Escrito por Felipe León
A pocos días de las cuatro presentaciones que dará Silvio Rodríguez en Movistar Arena, se hace inevitable no indagar en los grandes logros discográficos de su carrera. Dentro de su valiosa trayectoria se encuentran obras como ‘Al final de este viaje‘ (1978), un segundo larga duración que sigue vigente hasta hoy, debido al alcance directo y poético de su canto eterno.
Tras un periodo de activa militancia, el cantautor cubano se adentró en los estudios Sonoland de Madrid, España, con el fin de registrar el sucesor de ‘Días y flores‘ (1975). Solo guitarra y voz serían la tónica de esta obra evocadora, capaz de poner los pelos de punta con su asombrosa llegada lírica, repleta de metáforas sobre temas políticos y la vida misma. Pasión y conciencia a merced de su incesante inspiración.

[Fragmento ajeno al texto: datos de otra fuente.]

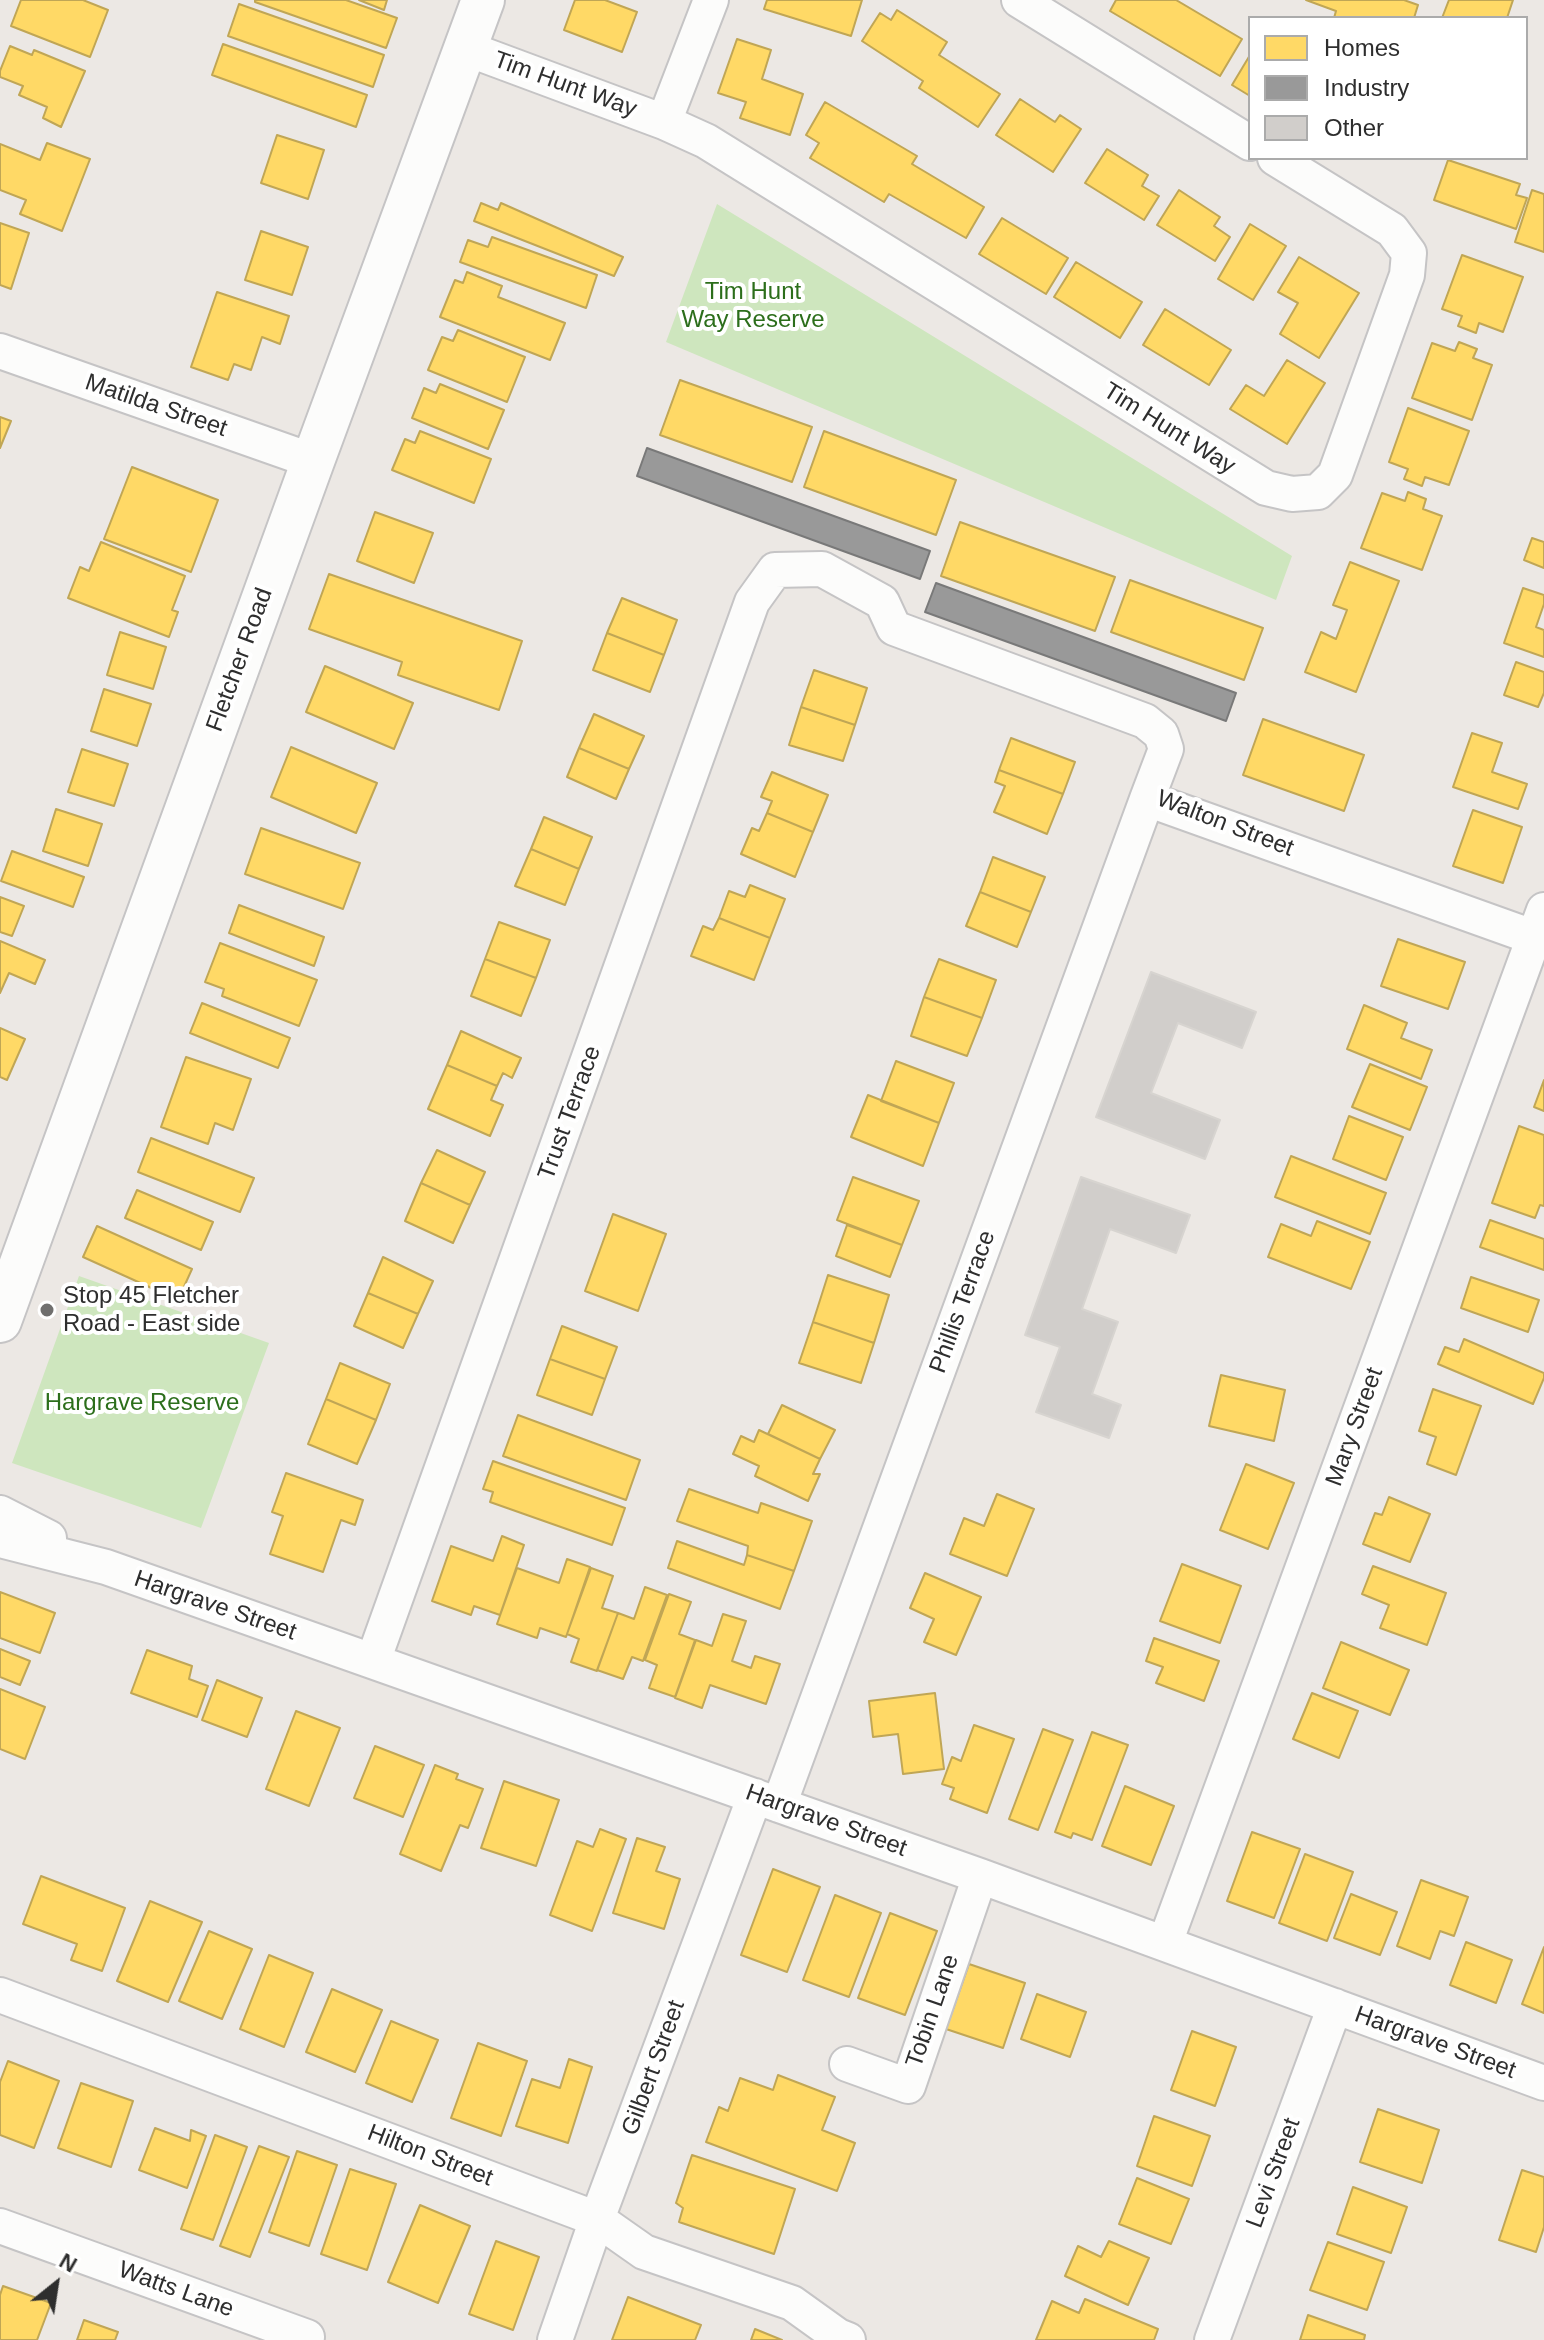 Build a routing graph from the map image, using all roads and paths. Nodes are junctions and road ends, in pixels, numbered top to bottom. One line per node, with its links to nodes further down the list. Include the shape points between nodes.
1 (483, 0): 4 (street, Fletcher Road)
2 (711, 0): 5 (street, Tim Hunt Way)
3 (1019, 0): 6 (street)
4 (465, 48): 5 (street, Tim Hunt Way); 9 (street, Fletcher Road)
5 (664, 122): 7 (street, Tim Hunt Way, via 706,141 1266,488 1318,492 1335,475 1407,275 1409,253 1392,230)
6 (1248, 142)
7 (1278, 160)
8 (0, 351): 9 (street, Matilda Street)
9 (313, 461): 13 (street, Fletcher Road)
10 (775, 570): 11 (street, Walton Street, via 822,569 882,602 894,628 1145,721 1161,734 1166,749); 17 (street, Trust Terrace, via 752,602)
11 (1147, 799): 12 (street, Walton Street); 18 (street, Phillis Terrace)
12 (1541, 930): 20 (street, Mary Street)
13 (0, 1321)
14 (0, 1513): 16 (street, Hargrave Street)
15 (0, 1540): 16 (street, Hargrave Street)
16 (106, 1567): 17 (street, Hargrave Street)
17 (373, 1661): 18 (street, Hargrave Street)
18 (767, 1800): 19 (street, Hargrave Street); 25 (street, Gilbert Street)
19 (980, 1876): 20 (street, Hargrave Street); 23 (street, Tobin Lane, via 908,2086)
20 (1165, 1943): 22 (street, Hargrave Street)
21 (0, 1995): 25 (street, Hilton Street)
22 (1335, 2006): 24 (street, Hargrave Street); 30 (street, Levi Street)
23 (847, 2064)
24 (1544, 2083)
25 (597, 2219): 28 (street, Gilbert Street); 29 (street, Hilton Street, via 644,2252 792,2303)
26 (0, 2226): 27 (street, Watts Lane)
27 (307, 2337)
28 (555, 2340)
29 (848, 2340)
30 (1212, 2340)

Mucho más mínimo y acotado, el gran atractivo de ‘Al final de este viaje‘ se halla en su emocionalidad, apostada entre la belleza y el dolor. Composiciones nacidas entre 1968 y 1970, grabadas casi 10 años después, que se posan con atemporal fulgor desde la nueva trova cubana, inculcando su aparente sencillez pero compleja disposición en una experiencia trascendental, a favor de los pueblo heridos. Un jardín para los pantanos.
Silvio Rodríguez supo equilibrar el costado más político, próximo al socialismo, con pensamientos introspectivos. Testimonio personal que se convirtió en un canto para la gente, a través de canciones como «Óleo de mujer con sombrero», «Resumen de Noticias», «La familia, la propiedad privada y el amor», «Debo partirme en dos», «Canción del elegido», «Ojalá» o «Al final de este viaje en la vida».
Silvio Rodríguez se presentará el 29 de septiembre, 1, 5 y 6 de octubre en Movistar Arena. Entradas agotadas.